I’d like to think I’m pretty laissez-faire. I subscribe to the view that people should be able to live as they wish, so long as their actions do not negatively impact the lives of others. For one, this means I’m against religious laws concerning matters of piety.
Religion + law = disaster.
O’Canada how I love thee.
So the other day, I was having an argument with my friend. I was telling my friend about a Filipino (let’s call him Tagalog), who I had just met. So Tagalog had recently arrived in Toronto. He had mentioned that he previously lived in Saudi Arabia. WHAT? FILIPINOS IN RIYADH. Well, apparently Filipinos will travel pretty much anywhere for work and Saudi Arabia has the three largest Filipino population in the world (after the Phillippines and the United States). Intrigued, I asked him how he liked his time there. He didn’t. In fact, what he had to say pretty much verified every single stereotype about the country and then some.
Later that evening, I started describing my conversation with Tagalog to my friend. For instance, a woman can never walk alone in the country as a matter of law and would probably never dare as a matter of fact because she would be swarmed by strange men. I further went on to disparage laws dictating that Saudi women cover from head to toe. IT IS FUCKING HOT IN SAUDI ARABIA.
Well, this opened up a whole can of worms.
My friend responded that maybe the Saudis are on to something. We, in the Western world, have too much freedom. This isn’t an accomplishment, my friend argued, but a failure. In Saudi Arabia, “modesty” (however rigidly defined) is a virtue.
My friend began by describing evolutions in fashion, tracing the ever shortening hemline of skirts. “In the 1950s, poodle skirts with their knee length hem shocked everyone … and now women have their tits and asses hanging out of their tops and dresses… and no one says anything.”
Yes, touche. But I defended my inalienable right to dress like a tramp. “Okay so what? How does their dress, in any way, affect your life?!”

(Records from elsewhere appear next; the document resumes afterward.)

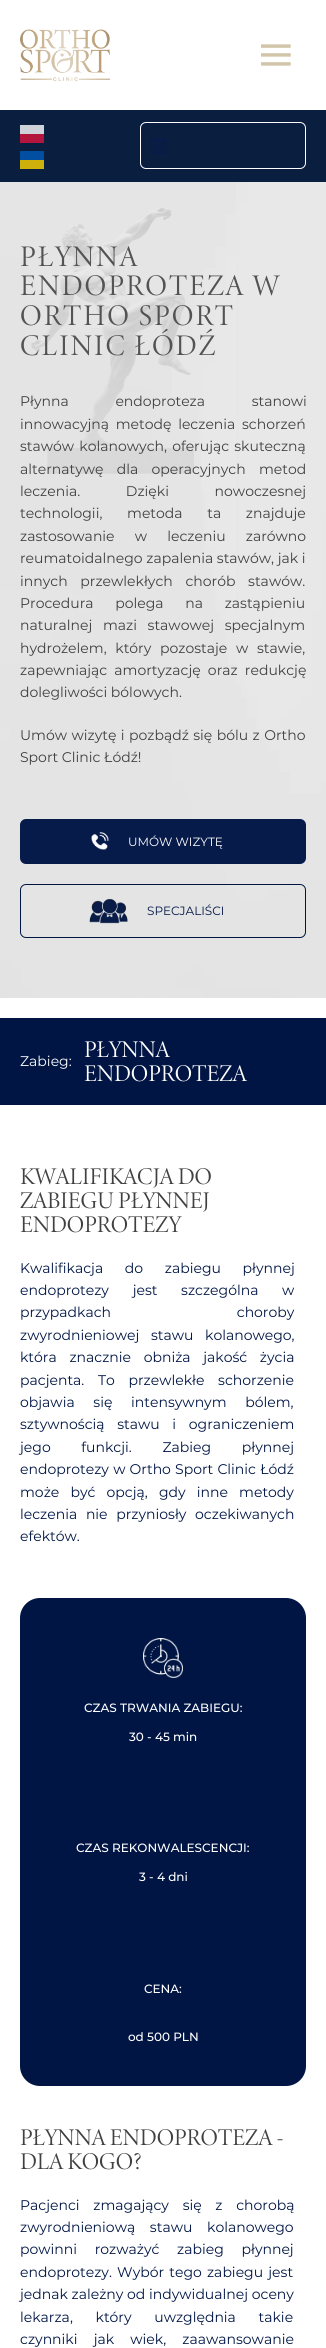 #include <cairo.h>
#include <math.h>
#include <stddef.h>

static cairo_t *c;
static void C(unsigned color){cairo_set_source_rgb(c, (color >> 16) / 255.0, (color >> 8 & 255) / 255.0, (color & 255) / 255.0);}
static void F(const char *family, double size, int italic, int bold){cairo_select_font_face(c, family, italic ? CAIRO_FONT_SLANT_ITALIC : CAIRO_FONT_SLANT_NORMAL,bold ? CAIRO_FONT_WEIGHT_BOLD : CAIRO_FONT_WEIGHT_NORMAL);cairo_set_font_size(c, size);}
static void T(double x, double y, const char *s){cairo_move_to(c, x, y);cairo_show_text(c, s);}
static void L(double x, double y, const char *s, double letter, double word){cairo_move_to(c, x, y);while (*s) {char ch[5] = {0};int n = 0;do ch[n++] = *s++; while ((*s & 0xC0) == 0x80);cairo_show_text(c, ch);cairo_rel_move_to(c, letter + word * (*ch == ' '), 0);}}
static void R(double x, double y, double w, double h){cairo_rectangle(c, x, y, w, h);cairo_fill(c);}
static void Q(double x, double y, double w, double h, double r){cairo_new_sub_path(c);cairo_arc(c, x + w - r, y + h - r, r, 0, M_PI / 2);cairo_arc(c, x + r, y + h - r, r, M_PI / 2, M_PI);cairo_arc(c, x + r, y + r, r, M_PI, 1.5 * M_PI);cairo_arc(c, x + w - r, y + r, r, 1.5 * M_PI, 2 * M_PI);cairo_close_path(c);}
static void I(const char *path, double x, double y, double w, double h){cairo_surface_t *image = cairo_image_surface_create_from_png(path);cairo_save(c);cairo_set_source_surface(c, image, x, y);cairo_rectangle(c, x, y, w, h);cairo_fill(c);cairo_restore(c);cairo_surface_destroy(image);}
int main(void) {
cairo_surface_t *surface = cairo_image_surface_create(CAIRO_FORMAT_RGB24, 326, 2348);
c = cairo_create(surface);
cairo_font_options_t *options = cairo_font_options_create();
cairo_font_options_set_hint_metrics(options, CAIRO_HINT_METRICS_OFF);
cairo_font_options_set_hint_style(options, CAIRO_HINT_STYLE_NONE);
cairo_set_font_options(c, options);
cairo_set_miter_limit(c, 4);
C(0xffffff);
cairo_paint(c);
I("1.png",20,29,90,52);
I("2.png",261,44,30,22);
C(0x0a1e40);
R(0,110,326,72);
C(0xced2d9);
R(20,125,24,9);
C(0xb2163d);
R(20,134,24,9);
C(0x024fa2);
R(20,151,24,9);
C(0xceb00d);
R(20,160,24,9);
Q(140.5,122.5,165,46,5.5);
C(0xffffff);
cairo_set_line_width(c,1);
cairo_stroke(c);
I("3.png",150,136,17,18);
I("4.png",0,182,326,816);
I("5.png",31,207,163,267);
F("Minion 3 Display",30,0,0);
C(0x535353);
L(20,266,"PŁYNNA",2,0);
L(20,295,"ENDOPROTEZA W",2,0);
L(20,325,"ORTHO SPORT",2,0);
L(20,355,"CLINIC ŁÓDŹ",2,0);
F("Montserrat",14,0,0);
C(0x404040);
L(20,406,"Płynna endoproteza stanowi",0,43);
L(20,429,"innowacyjną metodę leczenia schorzeń",0,3);
L(20,451,"stawów kolanowych, oferując skuteczną",0,1.5);
L(20,474,"alternatywę dla operacyjnych metod",0,9.5);
L(20,496,"leczenia. Dzięki nowoczesnej",0,42);
L(20,518,"technologii, metoda ta znajduje",0,21);
L(20,541,"zastosowanie w leczeniu zarówno",0,16.5);
T(20,563,"reumatoidalnego zapalenia stawów, jak i");
L(20,586,"innych przewlekłych chorób stawów.",0,9);
L(20,608,"Procedura polega na zastąpieniu",0,18);
L(20,630,"naturalnej mazi stawowej specjalnym",0,7);
L(20,653,"hydrożelem, który pozostaje w stawie,",0,5);
L(20,675,"zapewniając amortyzację oraz redukcję",0,3.5);
T(20,697,"dolegliwości bólowych.");
L(20,740,"Umów wizytę i pozbądź się bólu z Ortho",0,.75);
T(20,762,"Sport Clinic Łódź!");
C(0x061b4a);
Q(20,819,286,45,6);
cairo_fill(c);
I("6.png",91,832,18,18);
F("Montserrat",12,0,0);
C(0xffffff);
T(128,846,"UMÓW WIZYTĘ");
Q(20.5,884.5,285,53,5.5);
C(0x001544);
cairo_stroke(c);
I("7.png",89,898,39,26);
T(147,915,"SPECJALIŚCI");
R(0,1018,326,87);
F("Montserrat",14,0,0);
C(0xffffff);
T(20,1066,"Zabieg:");
F("Minion 3 Display",24,0,0);
T(84,1057,"PŁYNNA");
T(84,1081,"ENDOPROTEZA");
C(0x404040);
T(20,1184,"KWALIFIKACJA DO");
T(20,1208,"ZABIEGU PŁYNNEJ");
T(20,1232,"ENDOPROTEZY");
F("Montserrat",14,0,0);
C(0x001544);
L(20,1273,"Kwalifikacja do zabiegu płynnej",0,18);
L(20,1295,"endoprotezy jest szczególna w",0,20);
L(20,1317,"przypadkach choroby",0,122);
L(20,1340,"zwyrodnieniowej stawu kolanowego,",0,8);
L(20,1362,"która znacznie obniża jakość życia",0,9);
L(20,1385,"pacjenta. To przewlekłe schorzenie",0,10);
L(20,1407,"objawia się intensywnym bólem,",0,15);
L(20,1429,"sztywnością stawu i ograniczeniem",0,9);
L(20,1452,"jego funkcji. Zabieg płynnej",0,27);
L(20,1474,"endoprotezy w Ortho Sport Clinic Łódź",0,.5);
L(20,1497,"może być opcją, gdy inne metody",0,7.5);
L(20,1519,"leczenia nie przyniosły oczekiwanych",0,5);
T(20,1541,"efektów.");
Q(20,1598,286,488,20);
cairo_fill(c);
I("8.png",143,1638,40,40);
F("Montserrat Medium",12,0,0);
C(0xffffff);
T(84,1712,"CZAS TRWANIA ZABIEGU:");
T(129,1741,"30 - 45 min");
T(76,1852,"CZAS REKONWALESCENCJI:");
T(139,1881,"3 - 4 dni");
T(144,1993,"CENA:");
T(128,2041,"od 500 PLN");
F("Minion 3 Display",24,0,0);
C(0x404040);
T(20,2145,"PŁYNNA ENDOPROTEZA -");
T(20,2169,"DLA KOGO?");
F("Montserrat",14,0,0);
C(0x001544);
L(20,2210,"Pacjenci zmagający się z chorobą",0,10);
L(20,2232,"zwyrodnieniową stawu kolanowego",0,11);
L(20,2254,"powinni rozważyć zabieg płynnej",0,14);
L(20,2277,"endoprotezy. Wybór tego zabiegu jest",0,1.5);
T(20,2299,"jednak zależny od indywidualnej oceny");
L(20,2322,"lekarza, który uwzględnia takie",0,19);
L(20,2344,"czynniki jak wiek, zaawansowanie",0,12.5);
cairo_surface_write_to_png(surface, "o.png");
cairo_font_options_destroy(options);
cairo_destroy(c);
cairo_surface_destroy(surface);
return 0;
}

Aha. I thought I had really challenged my friend.
My friend responded that the problem was that society had become too passive and too indifferent. What kind of message were we sending to children and future generations?
I didn’t know what to say.
In the past week, I had seen the seriously disturbing children’s exploitation …eer beauty pageant, “Toddlers in Tiaras,” watched another program highlighting sexual active tweens, and had come across an interesting poll. Respondents were asked if they thought that their children would have a better life than they had and most said no.
Interpret that how you will.
I still think that it is a woman, or a man’s, prerogative to wear the shortest skirt that she or he can find.
However, I think we all have a MORAL OBLIGATION to judge.
Judge one another.
Do it daily.
Be as brutal and as merciless as you can.
Because it is my ultimate belief that it is the fear – not of god’s wrath but, of the judgement of others that keeps us all “in check.”
I know this blog wasn’t entertaining but hopefully, if you were able to follow my random thought process, it has given you something to think about.